Welcome to Marine user guide’s documentation!
Introduction
This project contains the necessary code to produce the data summaries that are included in the Marine User Guide (MUG). These help document the status of the marine in situ data in the CDS after every new data release. The marine data available in the CDS is the result of a series of data releases that are stored in the marine data file system in different directories. This project uses the data in the marine file system, rather than accessing the CDS data.
Additionally, the tools employed to create the individual source deck reports are also available in this project. These can be created for a single data release or for the combination of releases included in a Marine User Guide version.

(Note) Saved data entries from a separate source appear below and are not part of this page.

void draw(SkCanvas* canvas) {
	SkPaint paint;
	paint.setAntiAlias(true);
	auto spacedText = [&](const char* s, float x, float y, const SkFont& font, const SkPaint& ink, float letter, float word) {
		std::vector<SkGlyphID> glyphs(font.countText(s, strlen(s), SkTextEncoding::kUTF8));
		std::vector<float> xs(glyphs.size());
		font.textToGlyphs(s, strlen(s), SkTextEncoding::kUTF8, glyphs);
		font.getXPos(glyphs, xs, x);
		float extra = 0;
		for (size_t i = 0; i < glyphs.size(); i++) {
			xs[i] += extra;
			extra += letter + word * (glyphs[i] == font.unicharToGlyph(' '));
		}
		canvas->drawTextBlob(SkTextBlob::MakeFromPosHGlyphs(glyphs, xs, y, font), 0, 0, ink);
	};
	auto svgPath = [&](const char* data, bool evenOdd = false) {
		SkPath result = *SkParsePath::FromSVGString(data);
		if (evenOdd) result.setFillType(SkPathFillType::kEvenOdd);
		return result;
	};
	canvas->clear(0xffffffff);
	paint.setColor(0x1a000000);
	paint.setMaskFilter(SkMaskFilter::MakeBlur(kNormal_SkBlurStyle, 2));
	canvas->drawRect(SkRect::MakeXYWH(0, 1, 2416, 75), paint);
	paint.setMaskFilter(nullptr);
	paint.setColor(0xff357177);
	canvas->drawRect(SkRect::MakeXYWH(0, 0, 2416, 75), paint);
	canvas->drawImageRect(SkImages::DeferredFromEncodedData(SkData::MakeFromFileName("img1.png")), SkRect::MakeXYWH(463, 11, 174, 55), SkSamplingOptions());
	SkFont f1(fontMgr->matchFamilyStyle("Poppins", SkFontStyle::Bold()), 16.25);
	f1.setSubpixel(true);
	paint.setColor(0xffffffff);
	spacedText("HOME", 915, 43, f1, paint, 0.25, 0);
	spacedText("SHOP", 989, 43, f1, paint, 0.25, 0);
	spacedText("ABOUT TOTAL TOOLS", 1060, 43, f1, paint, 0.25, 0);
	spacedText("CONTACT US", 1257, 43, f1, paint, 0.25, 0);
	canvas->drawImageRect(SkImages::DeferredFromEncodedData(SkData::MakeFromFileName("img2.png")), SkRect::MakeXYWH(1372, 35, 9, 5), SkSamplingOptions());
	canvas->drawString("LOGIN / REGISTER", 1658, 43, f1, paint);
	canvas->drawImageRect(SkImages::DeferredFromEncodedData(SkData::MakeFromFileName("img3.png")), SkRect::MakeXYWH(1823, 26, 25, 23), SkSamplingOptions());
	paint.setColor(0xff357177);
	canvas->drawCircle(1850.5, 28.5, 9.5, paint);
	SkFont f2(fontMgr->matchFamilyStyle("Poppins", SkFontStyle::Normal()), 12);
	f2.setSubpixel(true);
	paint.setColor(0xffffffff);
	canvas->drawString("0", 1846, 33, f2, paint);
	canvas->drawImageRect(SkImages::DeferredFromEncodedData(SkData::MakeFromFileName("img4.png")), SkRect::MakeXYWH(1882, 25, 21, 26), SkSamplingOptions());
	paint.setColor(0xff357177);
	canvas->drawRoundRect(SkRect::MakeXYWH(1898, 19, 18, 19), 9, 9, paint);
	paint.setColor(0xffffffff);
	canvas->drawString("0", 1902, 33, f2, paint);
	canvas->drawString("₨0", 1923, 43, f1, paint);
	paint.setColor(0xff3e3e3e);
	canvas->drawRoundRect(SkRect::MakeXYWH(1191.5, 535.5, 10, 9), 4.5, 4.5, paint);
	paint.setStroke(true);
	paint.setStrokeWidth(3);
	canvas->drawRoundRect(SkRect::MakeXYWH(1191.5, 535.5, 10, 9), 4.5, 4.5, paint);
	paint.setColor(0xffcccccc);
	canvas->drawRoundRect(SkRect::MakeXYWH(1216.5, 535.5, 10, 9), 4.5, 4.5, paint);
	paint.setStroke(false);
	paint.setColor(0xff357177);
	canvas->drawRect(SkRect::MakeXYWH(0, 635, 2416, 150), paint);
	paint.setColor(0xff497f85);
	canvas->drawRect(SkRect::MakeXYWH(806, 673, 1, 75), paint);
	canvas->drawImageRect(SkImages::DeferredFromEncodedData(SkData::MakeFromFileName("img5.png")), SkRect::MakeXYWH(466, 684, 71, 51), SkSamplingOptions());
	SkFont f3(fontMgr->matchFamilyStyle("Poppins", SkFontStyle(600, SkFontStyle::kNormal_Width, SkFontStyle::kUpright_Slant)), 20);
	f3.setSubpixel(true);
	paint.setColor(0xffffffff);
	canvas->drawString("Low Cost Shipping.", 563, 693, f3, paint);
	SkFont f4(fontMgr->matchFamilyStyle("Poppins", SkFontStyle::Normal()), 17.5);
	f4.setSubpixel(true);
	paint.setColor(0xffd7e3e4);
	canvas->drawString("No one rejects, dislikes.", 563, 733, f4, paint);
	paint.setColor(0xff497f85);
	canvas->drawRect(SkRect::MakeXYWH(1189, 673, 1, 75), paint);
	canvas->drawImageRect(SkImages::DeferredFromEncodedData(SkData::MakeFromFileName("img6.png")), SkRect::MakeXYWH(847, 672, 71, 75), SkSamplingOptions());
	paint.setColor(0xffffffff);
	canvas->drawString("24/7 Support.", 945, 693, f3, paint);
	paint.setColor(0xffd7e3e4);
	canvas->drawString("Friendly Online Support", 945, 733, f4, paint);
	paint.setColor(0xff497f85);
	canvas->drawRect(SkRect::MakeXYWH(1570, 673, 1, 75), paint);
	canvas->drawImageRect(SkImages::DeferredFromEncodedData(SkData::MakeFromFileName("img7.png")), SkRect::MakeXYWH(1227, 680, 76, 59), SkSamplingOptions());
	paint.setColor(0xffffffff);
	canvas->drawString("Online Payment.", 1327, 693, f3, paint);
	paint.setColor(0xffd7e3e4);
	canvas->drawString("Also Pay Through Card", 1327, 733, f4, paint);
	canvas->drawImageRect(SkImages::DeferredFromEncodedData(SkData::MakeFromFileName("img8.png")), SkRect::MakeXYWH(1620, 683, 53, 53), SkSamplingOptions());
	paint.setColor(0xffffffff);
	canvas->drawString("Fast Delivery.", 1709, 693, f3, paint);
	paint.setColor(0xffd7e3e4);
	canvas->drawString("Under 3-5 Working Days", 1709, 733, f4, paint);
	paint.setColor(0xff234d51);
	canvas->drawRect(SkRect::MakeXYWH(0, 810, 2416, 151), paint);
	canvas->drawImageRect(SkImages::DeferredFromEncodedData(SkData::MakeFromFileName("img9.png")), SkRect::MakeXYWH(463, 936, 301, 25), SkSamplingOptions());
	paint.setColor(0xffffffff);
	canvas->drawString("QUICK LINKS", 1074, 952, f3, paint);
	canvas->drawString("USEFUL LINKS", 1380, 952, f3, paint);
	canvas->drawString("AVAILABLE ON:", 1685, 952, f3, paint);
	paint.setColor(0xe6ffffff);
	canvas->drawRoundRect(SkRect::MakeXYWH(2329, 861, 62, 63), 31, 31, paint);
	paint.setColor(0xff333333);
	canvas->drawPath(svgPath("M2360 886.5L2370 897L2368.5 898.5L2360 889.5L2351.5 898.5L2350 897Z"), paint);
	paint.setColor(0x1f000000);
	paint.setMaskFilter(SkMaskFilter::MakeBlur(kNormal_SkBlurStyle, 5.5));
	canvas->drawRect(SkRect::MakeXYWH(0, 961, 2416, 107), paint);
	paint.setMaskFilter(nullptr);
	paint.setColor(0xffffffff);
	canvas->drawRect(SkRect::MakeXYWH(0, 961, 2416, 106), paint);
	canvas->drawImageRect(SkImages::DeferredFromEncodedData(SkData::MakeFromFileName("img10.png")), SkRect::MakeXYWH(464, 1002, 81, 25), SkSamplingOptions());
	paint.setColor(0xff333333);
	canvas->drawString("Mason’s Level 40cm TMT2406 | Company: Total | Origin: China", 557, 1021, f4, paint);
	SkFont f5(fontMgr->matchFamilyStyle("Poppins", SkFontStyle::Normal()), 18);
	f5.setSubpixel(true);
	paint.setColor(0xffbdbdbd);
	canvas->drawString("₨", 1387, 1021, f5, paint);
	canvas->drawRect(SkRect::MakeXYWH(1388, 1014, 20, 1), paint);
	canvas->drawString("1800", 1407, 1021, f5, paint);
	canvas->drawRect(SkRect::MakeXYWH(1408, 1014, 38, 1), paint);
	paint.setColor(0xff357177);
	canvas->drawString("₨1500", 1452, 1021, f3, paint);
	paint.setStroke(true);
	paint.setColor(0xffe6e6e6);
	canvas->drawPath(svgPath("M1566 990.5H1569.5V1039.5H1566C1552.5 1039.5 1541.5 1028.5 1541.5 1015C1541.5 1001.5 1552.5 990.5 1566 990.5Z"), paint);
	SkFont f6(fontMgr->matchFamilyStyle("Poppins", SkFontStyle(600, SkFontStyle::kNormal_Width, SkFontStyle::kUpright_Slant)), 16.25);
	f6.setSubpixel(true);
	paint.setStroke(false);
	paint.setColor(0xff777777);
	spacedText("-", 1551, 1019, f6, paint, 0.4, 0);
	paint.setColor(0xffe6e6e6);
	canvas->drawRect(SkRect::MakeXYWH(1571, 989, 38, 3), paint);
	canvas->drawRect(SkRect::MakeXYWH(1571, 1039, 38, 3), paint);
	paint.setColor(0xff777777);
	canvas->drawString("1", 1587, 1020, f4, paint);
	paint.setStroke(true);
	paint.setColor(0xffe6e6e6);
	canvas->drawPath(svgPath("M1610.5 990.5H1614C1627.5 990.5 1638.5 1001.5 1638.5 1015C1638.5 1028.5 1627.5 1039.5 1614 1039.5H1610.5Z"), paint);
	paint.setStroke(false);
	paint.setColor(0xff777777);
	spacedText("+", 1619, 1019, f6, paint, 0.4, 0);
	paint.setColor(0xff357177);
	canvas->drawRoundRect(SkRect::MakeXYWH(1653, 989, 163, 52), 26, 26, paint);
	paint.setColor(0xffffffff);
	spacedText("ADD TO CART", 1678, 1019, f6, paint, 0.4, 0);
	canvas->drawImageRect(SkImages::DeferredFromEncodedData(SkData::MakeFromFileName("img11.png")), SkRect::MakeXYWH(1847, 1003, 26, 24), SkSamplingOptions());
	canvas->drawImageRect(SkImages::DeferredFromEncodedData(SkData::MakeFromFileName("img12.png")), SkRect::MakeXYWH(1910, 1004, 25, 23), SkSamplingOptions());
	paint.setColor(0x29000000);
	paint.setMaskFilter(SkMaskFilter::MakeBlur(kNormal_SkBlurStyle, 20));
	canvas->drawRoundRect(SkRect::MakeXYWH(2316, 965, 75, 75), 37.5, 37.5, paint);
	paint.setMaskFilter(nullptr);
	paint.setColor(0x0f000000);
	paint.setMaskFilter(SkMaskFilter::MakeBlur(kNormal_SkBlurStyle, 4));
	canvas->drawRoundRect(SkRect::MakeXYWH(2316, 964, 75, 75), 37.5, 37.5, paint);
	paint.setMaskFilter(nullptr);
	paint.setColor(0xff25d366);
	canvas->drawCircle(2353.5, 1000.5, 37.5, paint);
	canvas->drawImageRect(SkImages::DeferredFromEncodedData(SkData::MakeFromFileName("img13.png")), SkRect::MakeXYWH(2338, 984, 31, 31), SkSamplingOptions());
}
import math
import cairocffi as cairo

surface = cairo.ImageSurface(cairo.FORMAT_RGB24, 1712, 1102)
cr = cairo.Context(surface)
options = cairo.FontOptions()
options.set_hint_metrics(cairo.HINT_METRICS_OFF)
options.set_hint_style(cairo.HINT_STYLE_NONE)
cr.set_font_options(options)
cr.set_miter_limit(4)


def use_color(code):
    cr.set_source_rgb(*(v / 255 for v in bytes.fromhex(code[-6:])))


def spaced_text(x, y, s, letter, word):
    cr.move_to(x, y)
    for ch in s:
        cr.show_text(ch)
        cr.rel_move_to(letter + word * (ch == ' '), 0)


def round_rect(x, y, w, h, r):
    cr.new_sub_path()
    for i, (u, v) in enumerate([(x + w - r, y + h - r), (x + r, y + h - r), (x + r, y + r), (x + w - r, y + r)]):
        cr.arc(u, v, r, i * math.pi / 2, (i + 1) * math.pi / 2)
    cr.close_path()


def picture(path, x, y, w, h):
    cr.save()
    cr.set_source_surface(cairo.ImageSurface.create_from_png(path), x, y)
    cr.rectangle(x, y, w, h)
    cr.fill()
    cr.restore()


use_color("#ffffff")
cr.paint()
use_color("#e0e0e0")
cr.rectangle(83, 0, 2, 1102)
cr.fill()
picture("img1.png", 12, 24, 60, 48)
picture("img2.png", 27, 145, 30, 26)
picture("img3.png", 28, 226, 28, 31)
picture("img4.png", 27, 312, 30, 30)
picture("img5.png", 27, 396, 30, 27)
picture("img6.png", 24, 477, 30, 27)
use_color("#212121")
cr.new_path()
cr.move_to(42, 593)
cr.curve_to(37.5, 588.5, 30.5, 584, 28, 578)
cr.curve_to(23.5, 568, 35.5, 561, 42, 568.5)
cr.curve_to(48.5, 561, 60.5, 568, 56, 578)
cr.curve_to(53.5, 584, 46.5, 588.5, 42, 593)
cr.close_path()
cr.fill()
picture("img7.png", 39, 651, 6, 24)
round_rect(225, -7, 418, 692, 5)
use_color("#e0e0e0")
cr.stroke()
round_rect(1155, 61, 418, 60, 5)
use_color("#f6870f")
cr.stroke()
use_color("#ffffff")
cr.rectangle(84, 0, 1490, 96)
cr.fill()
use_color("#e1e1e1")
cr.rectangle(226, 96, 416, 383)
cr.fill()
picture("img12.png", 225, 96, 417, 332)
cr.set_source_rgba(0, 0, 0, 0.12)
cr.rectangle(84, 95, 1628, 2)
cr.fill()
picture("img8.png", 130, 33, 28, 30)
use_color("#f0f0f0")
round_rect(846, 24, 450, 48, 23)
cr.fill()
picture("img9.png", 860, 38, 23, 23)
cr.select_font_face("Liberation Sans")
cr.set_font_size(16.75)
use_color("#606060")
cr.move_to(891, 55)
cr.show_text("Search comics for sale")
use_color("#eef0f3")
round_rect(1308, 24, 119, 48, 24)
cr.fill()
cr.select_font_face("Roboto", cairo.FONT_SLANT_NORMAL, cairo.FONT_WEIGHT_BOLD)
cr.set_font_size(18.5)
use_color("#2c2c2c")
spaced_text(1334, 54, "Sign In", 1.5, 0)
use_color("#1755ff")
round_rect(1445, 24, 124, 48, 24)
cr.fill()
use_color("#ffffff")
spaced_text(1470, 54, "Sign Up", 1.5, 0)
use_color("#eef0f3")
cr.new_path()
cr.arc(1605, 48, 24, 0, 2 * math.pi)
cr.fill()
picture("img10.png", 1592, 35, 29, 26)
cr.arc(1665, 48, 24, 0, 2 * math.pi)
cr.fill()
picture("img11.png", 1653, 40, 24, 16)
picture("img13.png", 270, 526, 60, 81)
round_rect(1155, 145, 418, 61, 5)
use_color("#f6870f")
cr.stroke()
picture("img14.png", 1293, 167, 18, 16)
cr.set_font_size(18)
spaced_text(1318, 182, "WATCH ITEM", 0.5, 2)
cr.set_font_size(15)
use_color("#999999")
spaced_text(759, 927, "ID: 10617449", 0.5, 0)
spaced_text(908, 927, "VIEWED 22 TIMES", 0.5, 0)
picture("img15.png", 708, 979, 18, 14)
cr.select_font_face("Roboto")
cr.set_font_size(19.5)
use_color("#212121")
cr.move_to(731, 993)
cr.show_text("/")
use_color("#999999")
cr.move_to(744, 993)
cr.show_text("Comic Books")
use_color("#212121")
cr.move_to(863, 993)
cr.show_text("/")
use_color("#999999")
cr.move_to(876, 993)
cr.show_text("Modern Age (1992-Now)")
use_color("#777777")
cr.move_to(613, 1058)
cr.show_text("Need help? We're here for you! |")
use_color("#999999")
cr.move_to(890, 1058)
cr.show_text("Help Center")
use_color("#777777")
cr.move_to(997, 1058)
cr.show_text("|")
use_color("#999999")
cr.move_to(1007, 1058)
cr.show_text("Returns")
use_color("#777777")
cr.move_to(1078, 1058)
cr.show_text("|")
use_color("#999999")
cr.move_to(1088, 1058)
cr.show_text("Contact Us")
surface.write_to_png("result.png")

Every new data release can potentially be created with a different version of the marine processing software. The current version of this project is compatible with the glamod-marine-processing [1] code (https://glamod-marine-processing.readthedocs.io) up to version v8.0.0 (https://zenodo.org/records/17404810).
Tool set-up
Code set up
To clone the latest available version of the Marine User Guide repository:
git clone https://github.com/glamod/marine-user-guide
Build the python environment using the requirements.txt.
cd marine-user-guide
python -m venv .venv/MUG
source .venv/MUG/bin/activate
pip install -r marine-user-guide/env/requirements.txt
Paths setup
Some directory paths and handles are used throughout this document and are summarized in Table 1.
Shorthand |
Description |
Example |
|---|---|---|
<MUG> |
Marine User Guide home directory |
/ichec/work/glamod/glamod_marine/marine-user-guide |
<MUG_data> |
Marine User Guide data directory |
/ichec/work/glamod/data/marine/marine/marine-user-guide_202510 |
<MUG_version> |
Tag of the MUG version |
v10 |
<release |
Tag of GLAMOD data release |
release_8.0 |
<log_dir> |
Directory for log files |
<MUG_data>/<version>/level2/log |
<MUG_list> |
ASCII file for sid-dck partitions to process |
<MUG>/config/<release>/mug_list_full.txt |
<MUG_config> |
Marine User Guide configuration JSON file |
<MUG>/config/<release>/mug_config.json |
Marine User Guide
Every C3S Marine User Guide version includes a series of figures that describe the marine in situ data holdings in the CDS. The following sections explain how these figures are created for every new version of the Marine User Guide.
Initializing a new user guide
The data the tools in this project use and the products created are stored in the marine-user-guide data directory. This directory does not contain the actual data files, but links to the files in the data releases’ directories. This approach greatly simplifies the configuration of the different scripts and is followed even if a given Marine User Guide version is made up of a single data release.
The marine-user-guide data directory is then split in directories to host subsequent versions of the Marine User Guide (figure 1).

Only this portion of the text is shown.